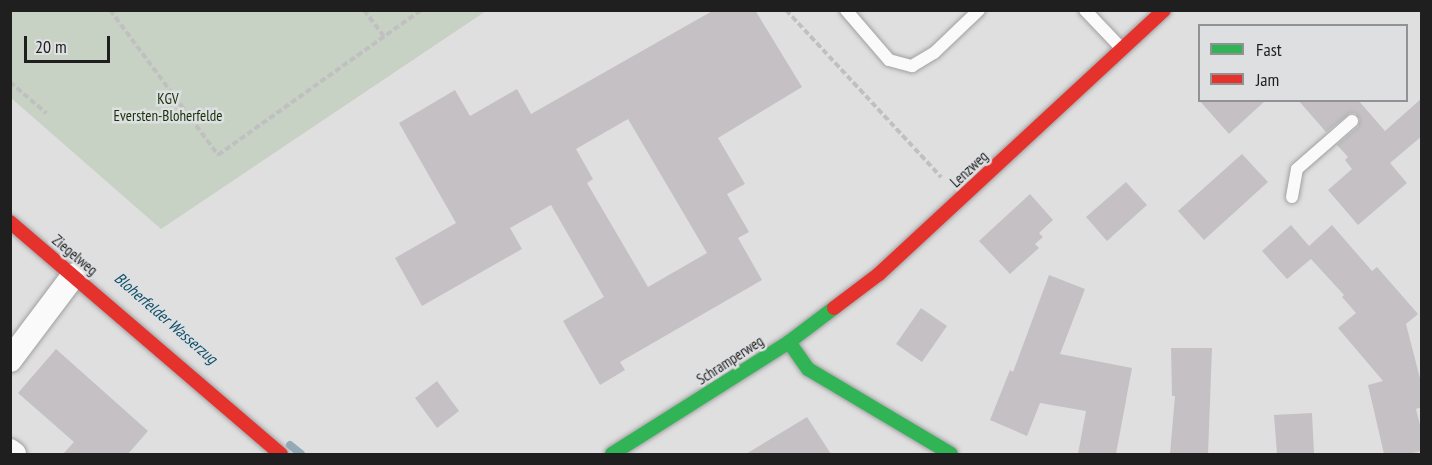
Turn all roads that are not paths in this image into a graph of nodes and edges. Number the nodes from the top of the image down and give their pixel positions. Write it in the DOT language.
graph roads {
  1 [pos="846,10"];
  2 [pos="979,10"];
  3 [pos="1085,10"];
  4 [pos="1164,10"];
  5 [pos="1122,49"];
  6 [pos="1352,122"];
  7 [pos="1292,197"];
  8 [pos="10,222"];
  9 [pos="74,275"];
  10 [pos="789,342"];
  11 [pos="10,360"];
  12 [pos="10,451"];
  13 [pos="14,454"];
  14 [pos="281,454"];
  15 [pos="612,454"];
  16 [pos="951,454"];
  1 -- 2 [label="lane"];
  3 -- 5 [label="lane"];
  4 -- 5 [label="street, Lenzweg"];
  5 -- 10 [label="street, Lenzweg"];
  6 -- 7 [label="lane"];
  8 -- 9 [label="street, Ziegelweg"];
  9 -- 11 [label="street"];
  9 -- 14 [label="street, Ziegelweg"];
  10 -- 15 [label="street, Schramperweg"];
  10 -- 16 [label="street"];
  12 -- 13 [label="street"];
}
********************
=== Work order ===
Return the data exactly as it stands, minus the pictures.

=== Expected output ===
Turn all roads that are not paths in this image into a graph of nodes and edges. Number the nodes from the top of the image down and give their pixel positions. Write it in the DOT language.
graph roads {
  1 [pos="846,10"];
  2 [pos="979,10"];
  3 [pos="1085,10"];
  4 [pos="1164,10"];
  5 [pos="1122,49"];
  6 [pos="1352,122"];
  7 [pos="1292,197"];
  8 [pos="10,222"];
  9 [pos="74,275"];
  10 [pos="789,342"];
  11 [pos="10,360"];
  12 [pos="10,451"];
  13 [pos="14,454"];
  14 [pos="281,454"];
  15 [pos="612,454"];
  16 [pos="951,454"];
  1 -- 2 [label="lane"];
  3 -- 5 [label="lane"];
  4 -- 5 [label="street, Lenzweg"];
  5 -- 10 [label="street, Lenzweg"];
  6 -- 7 [label="lane"];
  8 -- 9 [label="street, Ziegelweg"];
  9 -- 11 [label="street"];
  9 -- 14 [label="street, Ziegelweg"];
  10 -- 15 [label="street, Schramperweg"];
  10 -- 16 [label="street"];
  12 -- 13 [label="street"];
}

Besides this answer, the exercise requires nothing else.